Gladly, and thank you for the help. First of all, #1 I am in extreme need of sleep modes. This will allow me to use a separate MCU for the heavy duty real-time SD pulse logging work and use Boron's power-efficient LTE connection for data transmission while not wasting the ~17-20ma of resting do-nothing current while not uploading.
Practically identical in significance to "sleeping quiescent current" for low-power applications is "how many seconds on wake to re-establish the connection". Therefore, for Boron to be a real killer, I need it to #2 take advantage of the Cat M1 LTE PSM/EDRX modes (see here), enabling it to wake up and upload my minutely 132-byte binary packet hopefully in just 4 seconds or under, not your whole 10-15+ second reconnection deal. This would be absolutely game-changing and decrease power consumption enough to significantly simplify remote station power system design, in some cases for me perhaps completely removing the need for a solar panel/charging controller and allowing a single lead-acid battery run the whole winter. Minimizes cost and complexity across the board.
Third, #3, an Input Capture-based digital pulse frequency library exactly like Teensy's FreqMeasureMulti library would be so helpful it would probably allow me to not even need any separate controller. With the RTOS running on 64Mhz Boron, I could use a ported FreqMeasureMulti library to sample pulses and a separate SD card writing thread to attain 100% 6-byte-pulse logging rate with zero dropped pulses at 1,200Hz, which is my threshold requirement. Doing regular ISR interrupts won't cut it. The FreqMeasureMulti library on Teensy is a god-send but a little tricky to port given the low-level Input Capture MCU stuff. HOWEVER, it actually might not be that hard since it is already written for ARM Cortex M4 architecture common to Boron and Teensy boards (I haven't even figured out how to import external libraries in WebIDE yet, let alone try to port this library).
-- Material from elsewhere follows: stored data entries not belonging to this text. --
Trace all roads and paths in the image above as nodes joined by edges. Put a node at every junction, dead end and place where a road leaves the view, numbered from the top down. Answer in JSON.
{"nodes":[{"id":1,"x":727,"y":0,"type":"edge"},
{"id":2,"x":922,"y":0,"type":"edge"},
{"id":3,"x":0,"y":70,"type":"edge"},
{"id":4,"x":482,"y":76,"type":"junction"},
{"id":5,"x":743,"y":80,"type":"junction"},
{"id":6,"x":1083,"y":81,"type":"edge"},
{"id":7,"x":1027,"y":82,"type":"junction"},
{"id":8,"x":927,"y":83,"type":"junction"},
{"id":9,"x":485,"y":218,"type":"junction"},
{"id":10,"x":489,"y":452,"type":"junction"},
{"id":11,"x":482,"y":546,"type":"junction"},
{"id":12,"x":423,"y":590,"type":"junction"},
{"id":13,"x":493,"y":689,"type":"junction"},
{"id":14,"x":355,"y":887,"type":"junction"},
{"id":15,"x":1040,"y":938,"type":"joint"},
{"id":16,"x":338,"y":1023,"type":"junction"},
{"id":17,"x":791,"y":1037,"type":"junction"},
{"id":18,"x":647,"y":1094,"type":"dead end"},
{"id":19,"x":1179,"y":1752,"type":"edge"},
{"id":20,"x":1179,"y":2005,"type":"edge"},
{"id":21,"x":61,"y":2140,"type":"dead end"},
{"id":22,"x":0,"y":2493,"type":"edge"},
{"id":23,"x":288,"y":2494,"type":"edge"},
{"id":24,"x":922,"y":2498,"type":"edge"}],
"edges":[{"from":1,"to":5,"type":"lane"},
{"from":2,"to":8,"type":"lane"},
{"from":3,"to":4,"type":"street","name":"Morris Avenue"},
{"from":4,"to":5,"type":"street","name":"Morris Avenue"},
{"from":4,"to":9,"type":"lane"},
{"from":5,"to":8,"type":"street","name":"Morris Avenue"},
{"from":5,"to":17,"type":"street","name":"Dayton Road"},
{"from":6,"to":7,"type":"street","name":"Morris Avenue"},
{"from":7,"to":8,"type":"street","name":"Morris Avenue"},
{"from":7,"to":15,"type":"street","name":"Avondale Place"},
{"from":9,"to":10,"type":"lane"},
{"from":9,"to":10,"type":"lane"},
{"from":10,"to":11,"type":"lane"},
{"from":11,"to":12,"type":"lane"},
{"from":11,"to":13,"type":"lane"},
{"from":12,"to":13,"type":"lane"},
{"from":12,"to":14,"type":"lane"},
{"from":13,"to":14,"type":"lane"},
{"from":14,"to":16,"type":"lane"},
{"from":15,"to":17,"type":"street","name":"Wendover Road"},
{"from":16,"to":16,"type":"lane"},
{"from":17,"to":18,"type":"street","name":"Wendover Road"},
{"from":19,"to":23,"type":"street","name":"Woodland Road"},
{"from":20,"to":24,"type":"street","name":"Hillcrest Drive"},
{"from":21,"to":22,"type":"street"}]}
Fourth, #4, a way to underclock/adjust the MCU clock speed (as in the Teensyduino platform) would be incredibly valuable for low-power applications like mine. After profiling my real-time SD pulse frequency logging Teensy 3.6 main MCU (also does blocking I2C sensor calls on separate thread), I discovered I will never in a million years need more than 24Mhz to sustain my 1,200Hz pulses to SD card (6-bytes each) with 0% loss rate. I need more than 8Mhz but 16Mhz suffices, and 24Mhz just to be safe. I am wasting power running the Boron at 64Mhz.
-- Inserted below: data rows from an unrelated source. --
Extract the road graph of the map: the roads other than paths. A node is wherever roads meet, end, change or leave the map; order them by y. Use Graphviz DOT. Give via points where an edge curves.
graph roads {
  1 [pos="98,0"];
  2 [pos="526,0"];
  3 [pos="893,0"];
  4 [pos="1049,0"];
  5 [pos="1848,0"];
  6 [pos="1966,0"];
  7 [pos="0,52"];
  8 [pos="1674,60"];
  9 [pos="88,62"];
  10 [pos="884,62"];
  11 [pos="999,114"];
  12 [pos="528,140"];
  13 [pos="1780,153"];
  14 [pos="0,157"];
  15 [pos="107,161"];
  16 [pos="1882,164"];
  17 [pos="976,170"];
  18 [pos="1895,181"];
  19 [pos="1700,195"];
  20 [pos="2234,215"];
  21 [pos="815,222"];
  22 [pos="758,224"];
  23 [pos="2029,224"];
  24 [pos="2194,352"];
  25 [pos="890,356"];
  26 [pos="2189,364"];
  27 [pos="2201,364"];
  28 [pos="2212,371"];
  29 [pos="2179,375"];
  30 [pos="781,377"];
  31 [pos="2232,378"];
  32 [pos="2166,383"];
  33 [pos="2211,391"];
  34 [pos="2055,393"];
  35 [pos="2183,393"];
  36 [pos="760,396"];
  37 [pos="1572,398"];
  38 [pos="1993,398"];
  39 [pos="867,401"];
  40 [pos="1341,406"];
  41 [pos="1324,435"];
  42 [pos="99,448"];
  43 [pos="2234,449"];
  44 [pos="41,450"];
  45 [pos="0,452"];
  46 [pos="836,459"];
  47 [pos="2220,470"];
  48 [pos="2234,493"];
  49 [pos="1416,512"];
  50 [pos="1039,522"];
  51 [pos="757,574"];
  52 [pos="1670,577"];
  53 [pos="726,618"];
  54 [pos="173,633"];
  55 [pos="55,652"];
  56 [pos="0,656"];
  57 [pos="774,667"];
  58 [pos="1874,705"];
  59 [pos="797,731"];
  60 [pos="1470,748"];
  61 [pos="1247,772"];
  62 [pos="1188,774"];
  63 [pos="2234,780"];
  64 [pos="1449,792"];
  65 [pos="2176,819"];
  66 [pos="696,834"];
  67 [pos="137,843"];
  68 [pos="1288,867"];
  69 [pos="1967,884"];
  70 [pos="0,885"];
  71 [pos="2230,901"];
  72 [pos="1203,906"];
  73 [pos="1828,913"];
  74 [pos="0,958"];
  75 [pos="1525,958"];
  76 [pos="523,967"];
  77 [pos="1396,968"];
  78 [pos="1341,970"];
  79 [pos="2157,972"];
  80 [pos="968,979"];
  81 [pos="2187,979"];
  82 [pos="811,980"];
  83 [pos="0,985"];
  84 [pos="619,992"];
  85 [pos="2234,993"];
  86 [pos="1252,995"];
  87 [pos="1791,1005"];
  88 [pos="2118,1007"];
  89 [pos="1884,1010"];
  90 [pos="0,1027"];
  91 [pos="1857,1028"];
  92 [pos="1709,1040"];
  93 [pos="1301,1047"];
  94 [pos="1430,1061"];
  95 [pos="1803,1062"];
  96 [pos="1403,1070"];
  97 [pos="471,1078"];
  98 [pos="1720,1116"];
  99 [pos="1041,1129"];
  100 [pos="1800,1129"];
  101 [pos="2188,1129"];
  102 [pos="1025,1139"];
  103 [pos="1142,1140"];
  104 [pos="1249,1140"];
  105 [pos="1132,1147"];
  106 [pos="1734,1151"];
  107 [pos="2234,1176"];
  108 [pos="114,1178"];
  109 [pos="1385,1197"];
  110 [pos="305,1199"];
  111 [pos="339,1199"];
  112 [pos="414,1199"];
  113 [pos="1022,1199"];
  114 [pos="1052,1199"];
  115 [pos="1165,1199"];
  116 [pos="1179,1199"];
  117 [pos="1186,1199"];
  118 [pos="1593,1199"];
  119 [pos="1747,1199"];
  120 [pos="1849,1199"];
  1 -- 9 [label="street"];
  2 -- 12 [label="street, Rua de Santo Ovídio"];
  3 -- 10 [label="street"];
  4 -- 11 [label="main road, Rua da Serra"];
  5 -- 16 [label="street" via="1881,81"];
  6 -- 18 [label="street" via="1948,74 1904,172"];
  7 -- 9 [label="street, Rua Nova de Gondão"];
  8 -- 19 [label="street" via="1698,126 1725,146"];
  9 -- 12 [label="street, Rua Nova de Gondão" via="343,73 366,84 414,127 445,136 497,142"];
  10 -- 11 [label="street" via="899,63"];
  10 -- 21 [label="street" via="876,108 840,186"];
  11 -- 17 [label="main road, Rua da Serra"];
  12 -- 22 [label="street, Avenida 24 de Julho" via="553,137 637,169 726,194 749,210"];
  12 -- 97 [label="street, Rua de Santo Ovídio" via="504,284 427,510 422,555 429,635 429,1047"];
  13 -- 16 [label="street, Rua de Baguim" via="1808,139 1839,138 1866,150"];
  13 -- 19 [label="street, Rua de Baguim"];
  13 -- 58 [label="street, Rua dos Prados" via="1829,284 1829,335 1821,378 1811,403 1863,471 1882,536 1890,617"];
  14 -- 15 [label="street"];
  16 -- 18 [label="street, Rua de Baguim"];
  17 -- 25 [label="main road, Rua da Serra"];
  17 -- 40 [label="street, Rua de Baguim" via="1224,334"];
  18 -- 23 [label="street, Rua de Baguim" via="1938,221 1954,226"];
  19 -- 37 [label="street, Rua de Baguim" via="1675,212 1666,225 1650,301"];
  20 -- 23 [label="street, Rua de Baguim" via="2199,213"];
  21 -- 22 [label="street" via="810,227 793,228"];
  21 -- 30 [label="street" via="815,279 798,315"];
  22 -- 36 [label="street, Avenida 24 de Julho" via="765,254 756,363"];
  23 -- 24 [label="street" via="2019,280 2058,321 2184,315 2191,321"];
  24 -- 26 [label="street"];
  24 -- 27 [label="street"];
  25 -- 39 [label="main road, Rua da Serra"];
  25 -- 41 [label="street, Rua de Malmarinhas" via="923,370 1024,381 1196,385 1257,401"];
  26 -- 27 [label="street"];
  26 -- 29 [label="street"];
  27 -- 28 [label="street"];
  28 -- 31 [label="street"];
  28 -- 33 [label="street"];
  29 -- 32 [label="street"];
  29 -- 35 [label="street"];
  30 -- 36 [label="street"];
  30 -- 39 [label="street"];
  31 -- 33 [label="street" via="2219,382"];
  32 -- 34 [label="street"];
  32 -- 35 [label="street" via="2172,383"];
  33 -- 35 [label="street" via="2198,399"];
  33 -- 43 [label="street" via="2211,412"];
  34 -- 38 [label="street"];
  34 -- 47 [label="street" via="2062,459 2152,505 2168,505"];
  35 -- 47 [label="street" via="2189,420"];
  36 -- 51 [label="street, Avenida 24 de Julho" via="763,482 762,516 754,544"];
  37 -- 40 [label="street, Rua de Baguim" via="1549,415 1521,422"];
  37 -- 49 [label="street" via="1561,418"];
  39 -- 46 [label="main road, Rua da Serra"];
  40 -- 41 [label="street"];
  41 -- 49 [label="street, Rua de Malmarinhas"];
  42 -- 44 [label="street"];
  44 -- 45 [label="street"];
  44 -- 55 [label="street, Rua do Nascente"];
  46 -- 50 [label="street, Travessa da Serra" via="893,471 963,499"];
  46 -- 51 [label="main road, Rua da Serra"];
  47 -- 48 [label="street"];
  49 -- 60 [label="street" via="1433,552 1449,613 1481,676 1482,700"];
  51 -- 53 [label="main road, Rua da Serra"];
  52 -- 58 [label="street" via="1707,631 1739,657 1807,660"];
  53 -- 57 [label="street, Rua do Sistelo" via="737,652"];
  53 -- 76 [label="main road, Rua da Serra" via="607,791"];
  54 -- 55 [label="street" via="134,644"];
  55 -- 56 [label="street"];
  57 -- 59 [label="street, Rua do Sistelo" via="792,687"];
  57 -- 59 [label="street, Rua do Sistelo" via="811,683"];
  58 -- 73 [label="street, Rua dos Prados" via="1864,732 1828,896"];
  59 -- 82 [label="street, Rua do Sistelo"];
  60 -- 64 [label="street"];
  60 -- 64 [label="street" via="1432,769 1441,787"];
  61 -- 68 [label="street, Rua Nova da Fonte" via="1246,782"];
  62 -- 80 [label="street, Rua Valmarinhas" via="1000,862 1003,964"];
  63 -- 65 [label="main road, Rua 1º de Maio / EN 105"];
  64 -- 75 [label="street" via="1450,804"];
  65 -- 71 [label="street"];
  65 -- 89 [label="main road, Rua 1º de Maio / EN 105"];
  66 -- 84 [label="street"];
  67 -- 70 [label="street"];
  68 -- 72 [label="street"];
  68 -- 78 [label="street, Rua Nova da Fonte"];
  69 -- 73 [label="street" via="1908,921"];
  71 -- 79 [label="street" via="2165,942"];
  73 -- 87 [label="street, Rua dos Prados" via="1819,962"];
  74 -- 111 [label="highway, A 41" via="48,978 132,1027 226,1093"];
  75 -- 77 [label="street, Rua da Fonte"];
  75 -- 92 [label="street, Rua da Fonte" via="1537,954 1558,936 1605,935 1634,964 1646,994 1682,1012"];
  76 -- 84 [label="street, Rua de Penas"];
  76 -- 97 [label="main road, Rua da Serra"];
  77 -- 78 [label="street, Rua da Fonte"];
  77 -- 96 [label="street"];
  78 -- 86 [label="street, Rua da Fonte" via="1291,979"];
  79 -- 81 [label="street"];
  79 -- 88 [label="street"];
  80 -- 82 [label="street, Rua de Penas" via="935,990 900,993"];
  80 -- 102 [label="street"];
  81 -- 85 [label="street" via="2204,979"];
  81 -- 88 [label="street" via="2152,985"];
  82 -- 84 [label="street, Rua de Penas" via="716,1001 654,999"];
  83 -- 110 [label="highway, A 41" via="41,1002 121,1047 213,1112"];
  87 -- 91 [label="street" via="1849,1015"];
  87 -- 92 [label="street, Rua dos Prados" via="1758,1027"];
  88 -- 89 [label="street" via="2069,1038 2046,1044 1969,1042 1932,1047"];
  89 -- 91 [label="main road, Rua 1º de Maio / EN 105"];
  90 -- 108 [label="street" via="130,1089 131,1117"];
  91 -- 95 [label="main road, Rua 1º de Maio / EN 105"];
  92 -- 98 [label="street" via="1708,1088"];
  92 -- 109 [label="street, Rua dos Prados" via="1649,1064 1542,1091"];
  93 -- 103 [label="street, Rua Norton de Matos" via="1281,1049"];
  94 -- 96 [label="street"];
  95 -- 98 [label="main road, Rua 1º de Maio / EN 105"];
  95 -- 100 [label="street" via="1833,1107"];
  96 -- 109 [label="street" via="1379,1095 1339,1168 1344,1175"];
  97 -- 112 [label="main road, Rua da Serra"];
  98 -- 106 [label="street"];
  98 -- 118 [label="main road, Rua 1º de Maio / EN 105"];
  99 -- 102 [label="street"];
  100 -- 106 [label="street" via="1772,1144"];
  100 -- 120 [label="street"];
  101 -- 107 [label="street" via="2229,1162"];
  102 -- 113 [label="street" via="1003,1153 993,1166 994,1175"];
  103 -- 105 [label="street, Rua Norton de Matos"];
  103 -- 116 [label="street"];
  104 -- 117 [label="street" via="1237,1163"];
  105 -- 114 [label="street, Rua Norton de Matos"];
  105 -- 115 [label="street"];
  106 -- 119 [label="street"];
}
Those four things would make this already-excellent product an unbeatable game changer for me from which I would never depart. Having a built-in DMA SD card reader - and/or some form of accessible SPI flash for data logging - would also be incredibly useful. My buffered SD writes to the Teensy 3.6 DMA-enabled built-in SDIO SD card with optimized SDFatSDIO library take only a handful of milliseconds or less, whereas (though I haven't yet tested) connecting an external SPI SD card to Boron will be at least an order of magnitude longer.
Thanks again for responding. What in my list above do you think will be possible?